Compte tenu de cette histoire, le Japon ne se fait aucune illusion sur ce que fera la Chine si elle détermine que ses intérêts territoriaux et commerciaux sont violés. Plus de «diplomatie des otages» et d’attaques contre des entreprises japonaises sont presque assurées. Les dirigeants japonais doivent maintenant tenir compte de ces risques de faire des affaires en Chine. Pour une bonne raison, les opinions du public japonais sur la Chine n’ont jamais retrouvé leur niveau d’avant 2010.

Alors que le Japon tentait de maintenir un statu quo pacifique concernant les îles Senkaku, la Chine continuait de le réduire, augmentant progressivement la fréquence de ses empiétements dans la ZEE et les eaux territoriales du Japon.
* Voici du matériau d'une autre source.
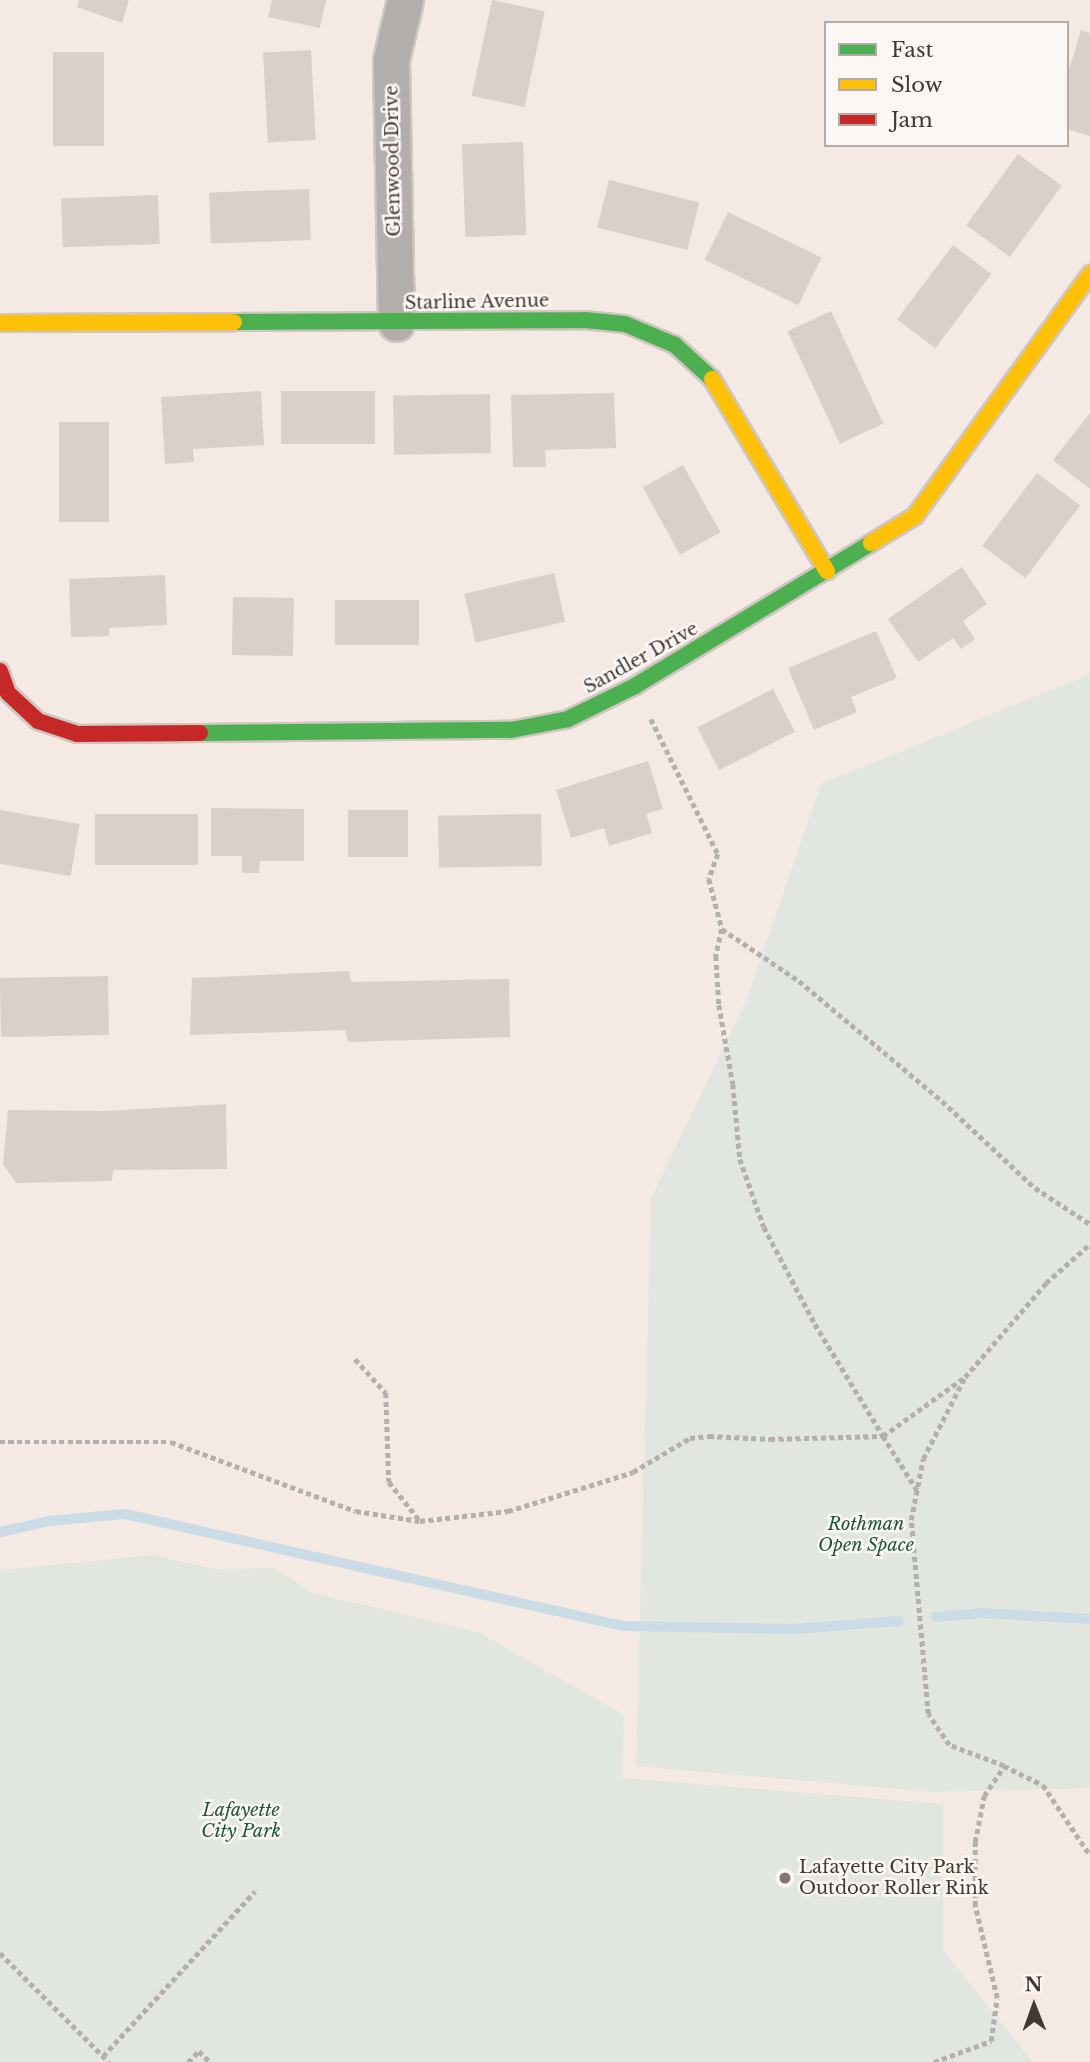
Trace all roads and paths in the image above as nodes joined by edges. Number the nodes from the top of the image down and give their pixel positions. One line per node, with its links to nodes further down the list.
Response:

Maintenant, un effort similaire pour changer le statu quo est en cours dans les eaux autour de Taïwan et dans le ciel au-dessus du détroit de Taïwan. Comme c’est le cas pour le Japon, le maintien du statu quo exigera que Taïwan se dote d’une capacité de dissuasion suffisante.

Takatoshi Ito, ancien vice-ministre japonais des Finances, est professeur à la School of International and Public Affairs de l’Université de Columbia et professeur principal au National Graduate Institute for Policy Studies de Tokyo.